Software and artificial intelligence are improving very quickly, and the concern is that technological innovation is going to outpace our ability to generate new, higher-paying, more stimulating jobs for human beings.

And yet, according to Tercek, there may be no need to panic.

“We’ve been destroying jobs ever since they invented the steam engine, and yet we have always continued to create better jobs,” Tercek says. “Some people call [the idea that we will automate ourselves out of jobs] the ‘Luddite fallacy.’ Their typical economic viewpoint is to say that it will never happen, and that it’s never happened in history. There is no evidence to suggest we can automate our way into massive unemployment.”

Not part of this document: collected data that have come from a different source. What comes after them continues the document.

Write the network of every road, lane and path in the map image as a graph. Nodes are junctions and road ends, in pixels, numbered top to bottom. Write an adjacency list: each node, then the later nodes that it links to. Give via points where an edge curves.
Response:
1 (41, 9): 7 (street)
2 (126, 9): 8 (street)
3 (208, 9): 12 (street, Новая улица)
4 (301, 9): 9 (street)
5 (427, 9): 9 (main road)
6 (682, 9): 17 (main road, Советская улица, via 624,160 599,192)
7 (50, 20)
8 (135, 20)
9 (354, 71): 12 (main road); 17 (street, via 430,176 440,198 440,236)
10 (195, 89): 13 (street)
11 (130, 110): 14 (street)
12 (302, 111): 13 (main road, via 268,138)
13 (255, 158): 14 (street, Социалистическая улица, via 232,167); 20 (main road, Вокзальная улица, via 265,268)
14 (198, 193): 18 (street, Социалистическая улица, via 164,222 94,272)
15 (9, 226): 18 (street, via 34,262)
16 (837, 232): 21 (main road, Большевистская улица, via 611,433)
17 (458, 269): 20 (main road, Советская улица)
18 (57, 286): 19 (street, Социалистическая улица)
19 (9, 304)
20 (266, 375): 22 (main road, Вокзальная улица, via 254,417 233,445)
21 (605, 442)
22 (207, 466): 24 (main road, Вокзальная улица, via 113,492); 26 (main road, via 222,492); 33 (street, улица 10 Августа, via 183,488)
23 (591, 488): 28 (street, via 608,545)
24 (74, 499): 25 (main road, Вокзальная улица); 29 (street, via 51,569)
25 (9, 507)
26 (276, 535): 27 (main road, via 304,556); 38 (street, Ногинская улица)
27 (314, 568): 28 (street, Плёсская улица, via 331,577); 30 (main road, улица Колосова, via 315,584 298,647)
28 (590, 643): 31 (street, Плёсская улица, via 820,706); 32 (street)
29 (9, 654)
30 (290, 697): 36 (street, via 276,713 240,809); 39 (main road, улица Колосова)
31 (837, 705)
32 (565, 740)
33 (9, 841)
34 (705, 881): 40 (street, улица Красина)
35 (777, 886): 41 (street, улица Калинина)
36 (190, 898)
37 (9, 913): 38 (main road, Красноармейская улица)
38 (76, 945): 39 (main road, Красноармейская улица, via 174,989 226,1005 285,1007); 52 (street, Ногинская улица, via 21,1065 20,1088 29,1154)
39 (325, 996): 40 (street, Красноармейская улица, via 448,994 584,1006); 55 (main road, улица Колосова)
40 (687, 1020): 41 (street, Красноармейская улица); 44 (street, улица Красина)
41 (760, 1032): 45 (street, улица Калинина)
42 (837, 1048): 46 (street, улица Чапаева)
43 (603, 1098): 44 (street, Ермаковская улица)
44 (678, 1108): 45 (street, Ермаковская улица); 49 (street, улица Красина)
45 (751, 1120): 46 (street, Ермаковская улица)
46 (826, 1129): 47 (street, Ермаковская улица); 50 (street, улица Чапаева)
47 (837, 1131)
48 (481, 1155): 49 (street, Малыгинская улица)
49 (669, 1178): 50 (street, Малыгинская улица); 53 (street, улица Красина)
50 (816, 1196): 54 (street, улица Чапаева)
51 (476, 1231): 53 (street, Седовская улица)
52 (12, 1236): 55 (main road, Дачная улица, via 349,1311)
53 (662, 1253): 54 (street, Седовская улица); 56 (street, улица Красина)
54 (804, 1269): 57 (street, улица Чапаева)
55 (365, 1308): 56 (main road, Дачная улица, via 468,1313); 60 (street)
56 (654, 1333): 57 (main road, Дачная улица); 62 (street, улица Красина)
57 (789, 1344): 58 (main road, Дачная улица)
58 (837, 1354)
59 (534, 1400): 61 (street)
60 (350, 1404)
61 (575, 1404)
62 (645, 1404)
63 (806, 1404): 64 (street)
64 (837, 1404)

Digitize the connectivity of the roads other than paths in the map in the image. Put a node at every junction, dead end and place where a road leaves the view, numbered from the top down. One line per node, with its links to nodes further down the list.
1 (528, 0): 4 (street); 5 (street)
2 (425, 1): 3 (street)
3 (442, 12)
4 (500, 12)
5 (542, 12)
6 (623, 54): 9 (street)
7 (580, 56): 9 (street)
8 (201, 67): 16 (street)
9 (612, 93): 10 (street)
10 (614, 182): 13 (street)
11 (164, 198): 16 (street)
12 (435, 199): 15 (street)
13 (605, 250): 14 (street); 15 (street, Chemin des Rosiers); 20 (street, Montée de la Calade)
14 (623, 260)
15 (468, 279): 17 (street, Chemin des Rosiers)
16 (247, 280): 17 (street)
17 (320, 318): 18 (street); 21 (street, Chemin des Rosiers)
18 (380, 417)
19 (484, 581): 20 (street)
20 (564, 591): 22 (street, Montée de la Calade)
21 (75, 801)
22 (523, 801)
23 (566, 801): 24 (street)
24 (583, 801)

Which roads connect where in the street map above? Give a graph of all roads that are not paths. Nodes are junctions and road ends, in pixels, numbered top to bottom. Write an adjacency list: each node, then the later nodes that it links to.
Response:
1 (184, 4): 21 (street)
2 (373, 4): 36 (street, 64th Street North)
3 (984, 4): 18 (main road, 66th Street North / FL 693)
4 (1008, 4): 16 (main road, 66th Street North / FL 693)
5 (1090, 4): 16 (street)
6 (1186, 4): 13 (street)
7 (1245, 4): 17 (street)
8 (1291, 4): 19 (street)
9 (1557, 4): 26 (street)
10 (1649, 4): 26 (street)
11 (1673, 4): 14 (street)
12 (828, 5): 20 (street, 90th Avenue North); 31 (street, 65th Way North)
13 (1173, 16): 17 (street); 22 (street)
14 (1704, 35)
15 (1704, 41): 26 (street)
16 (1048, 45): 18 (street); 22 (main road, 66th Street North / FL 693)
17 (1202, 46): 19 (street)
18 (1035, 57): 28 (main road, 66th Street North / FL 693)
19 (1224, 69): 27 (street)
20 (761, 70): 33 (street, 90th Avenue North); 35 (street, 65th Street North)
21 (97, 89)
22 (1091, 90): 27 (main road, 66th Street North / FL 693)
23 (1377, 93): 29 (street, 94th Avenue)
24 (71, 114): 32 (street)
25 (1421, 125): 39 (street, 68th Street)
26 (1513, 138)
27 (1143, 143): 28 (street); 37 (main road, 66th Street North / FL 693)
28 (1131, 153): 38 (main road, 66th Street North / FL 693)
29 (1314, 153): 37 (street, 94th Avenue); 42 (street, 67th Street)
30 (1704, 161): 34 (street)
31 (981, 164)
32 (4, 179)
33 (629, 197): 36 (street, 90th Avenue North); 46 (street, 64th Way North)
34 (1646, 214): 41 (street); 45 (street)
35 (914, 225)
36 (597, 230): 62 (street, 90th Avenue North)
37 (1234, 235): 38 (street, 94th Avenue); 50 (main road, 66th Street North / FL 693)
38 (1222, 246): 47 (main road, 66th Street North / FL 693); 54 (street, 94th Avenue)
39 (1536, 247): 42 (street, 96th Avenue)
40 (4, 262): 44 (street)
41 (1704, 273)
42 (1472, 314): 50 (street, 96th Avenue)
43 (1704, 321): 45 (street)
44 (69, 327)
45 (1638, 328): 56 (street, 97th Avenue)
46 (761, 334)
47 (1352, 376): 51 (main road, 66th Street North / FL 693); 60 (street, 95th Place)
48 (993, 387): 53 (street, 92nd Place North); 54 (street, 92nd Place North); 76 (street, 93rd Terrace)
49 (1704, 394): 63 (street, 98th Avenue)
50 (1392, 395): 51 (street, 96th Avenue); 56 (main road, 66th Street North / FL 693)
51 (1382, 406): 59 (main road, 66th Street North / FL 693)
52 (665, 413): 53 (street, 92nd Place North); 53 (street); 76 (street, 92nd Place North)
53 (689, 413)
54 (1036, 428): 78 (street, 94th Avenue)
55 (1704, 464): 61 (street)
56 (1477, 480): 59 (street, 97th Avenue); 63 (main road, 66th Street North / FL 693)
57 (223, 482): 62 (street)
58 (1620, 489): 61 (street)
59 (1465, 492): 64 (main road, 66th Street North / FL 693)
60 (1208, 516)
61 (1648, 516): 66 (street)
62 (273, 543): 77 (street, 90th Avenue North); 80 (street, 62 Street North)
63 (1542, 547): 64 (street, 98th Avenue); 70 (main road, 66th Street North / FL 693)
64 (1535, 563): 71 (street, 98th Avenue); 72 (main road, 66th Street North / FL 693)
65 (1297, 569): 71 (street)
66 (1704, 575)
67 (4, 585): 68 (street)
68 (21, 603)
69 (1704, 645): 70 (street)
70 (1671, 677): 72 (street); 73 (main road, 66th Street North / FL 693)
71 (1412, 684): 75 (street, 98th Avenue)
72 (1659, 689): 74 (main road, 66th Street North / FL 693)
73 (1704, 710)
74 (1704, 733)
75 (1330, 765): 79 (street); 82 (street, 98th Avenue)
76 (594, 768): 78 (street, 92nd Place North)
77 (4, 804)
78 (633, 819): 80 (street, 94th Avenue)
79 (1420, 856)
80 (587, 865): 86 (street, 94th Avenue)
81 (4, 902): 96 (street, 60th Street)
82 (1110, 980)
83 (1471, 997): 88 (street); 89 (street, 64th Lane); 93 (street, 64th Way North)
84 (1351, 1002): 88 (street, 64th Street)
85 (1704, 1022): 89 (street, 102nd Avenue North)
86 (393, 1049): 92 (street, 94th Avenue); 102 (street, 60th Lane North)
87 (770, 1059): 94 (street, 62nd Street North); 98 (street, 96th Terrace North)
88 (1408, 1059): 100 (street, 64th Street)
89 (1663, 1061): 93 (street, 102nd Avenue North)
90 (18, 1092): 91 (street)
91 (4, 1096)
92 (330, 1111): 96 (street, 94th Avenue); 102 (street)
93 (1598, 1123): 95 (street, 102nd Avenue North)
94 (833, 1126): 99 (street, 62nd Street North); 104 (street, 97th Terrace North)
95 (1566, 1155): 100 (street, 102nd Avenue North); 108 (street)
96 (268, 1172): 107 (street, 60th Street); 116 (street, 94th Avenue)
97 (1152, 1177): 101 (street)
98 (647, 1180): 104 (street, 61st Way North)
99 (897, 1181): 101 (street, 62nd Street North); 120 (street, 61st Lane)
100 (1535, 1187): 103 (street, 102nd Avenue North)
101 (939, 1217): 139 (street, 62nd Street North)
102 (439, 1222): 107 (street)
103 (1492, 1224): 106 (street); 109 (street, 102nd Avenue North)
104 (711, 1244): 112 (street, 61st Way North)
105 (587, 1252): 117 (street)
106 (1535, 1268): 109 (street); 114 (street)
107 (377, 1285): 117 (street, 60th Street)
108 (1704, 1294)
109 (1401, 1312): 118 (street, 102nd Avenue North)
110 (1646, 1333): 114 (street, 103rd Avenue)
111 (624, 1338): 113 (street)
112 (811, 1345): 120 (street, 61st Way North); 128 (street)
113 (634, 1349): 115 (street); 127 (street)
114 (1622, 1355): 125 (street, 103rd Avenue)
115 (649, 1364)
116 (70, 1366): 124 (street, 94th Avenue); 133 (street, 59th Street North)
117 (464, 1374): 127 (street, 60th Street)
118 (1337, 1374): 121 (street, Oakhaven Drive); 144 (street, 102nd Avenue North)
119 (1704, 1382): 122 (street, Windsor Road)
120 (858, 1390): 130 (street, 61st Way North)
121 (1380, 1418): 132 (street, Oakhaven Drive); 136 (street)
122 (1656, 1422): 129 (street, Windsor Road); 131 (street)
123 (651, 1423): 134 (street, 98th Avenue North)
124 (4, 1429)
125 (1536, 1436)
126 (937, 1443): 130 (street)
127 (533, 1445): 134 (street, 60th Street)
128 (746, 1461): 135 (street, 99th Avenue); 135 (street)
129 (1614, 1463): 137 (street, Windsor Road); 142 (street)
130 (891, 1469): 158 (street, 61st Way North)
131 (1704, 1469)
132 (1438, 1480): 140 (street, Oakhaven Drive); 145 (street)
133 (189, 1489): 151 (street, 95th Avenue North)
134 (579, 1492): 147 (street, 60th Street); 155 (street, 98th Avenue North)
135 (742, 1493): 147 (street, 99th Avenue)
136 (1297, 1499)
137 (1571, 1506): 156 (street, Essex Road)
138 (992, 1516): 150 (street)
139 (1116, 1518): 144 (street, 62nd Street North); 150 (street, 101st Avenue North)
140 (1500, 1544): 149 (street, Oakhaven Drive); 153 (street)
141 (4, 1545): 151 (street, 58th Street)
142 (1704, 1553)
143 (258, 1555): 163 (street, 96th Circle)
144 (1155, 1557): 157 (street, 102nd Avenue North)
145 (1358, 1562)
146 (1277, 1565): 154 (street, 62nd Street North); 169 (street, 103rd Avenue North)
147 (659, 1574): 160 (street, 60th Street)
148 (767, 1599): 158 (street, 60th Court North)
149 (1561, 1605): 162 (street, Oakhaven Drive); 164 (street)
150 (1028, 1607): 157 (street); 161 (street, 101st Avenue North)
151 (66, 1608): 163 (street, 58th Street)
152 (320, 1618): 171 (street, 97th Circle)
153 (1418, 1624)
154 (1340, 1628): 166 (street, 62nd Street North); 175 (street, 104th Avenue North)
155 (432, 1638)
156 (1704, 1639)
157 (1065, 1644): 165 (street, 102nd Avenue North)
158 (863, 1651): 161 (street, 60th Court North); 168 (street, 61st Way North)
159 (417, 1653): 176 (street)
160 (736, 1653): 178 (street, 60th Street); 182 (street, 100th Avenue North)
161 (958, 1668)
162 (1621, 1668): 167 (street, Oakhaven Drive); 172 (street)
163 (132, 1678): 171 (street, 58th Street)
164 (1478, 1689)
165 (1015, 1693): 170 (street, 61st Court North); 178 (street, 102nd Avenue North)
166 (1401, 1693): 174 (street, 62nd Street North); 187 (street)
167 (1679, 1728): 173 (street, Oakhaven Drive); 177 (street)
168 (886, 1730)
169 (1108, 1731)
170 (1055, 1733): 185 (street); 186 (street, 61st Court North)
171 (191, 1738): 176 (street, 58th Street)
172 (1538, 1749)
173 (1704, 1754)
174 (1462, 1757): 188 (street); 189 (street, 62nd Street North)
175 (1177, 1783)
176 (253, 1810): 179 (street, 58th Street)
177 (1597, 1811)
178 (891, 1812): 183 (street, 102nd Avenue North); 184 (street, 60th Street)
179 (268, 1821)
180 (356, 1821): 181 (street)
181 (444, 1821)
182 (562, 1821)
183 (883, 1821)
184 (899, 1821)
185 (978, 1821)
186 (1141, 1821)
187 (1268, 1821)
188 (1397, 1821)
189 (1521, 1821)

Still, however, there may be some cause for concern. Tercek also notes that it’s taking us much longer to create new jobs than it used to, and that today’s most powerful and successful companies — Facebook, Google, Apple, etc. — don’t employ anywhere near as many workers as as the “industrial giants of the past” did.

“It looks like we’re moving into an information era where companies don’t actually have a lot of employees,” Tercek says.

So, What Does the Future Hold?

Well, that’s a little hard to say. All this automation brings with it plenty of good and plenty of (potential) bad.

Let’s go out on an optimistic note: according to Tercek, young workers will do alright for themselves in our future IT-driven economy if they focus on skills like creativity, innovation, novel insights, and, of course, the ability to work with machines and software.

Guitar“If your job involves creativity, decision-making, responding to changing conditions, responding to unpredictable conditions, or operating in a situation where you don’t have 100 percent of the info, then you’re pretty safe,” Tercek says. “And that actually applies to more than half the jobs in our economy — and I mean everyone from plumbers and electricians to teachers and administrators and executive leaders.”

Think of it this way: if Google’s going to be the next major car manufacturer, you want to be the person who helps them program that car.

Because, you know, we now live in a time when people program cars.

Everything’s getting a little weird out here, guys.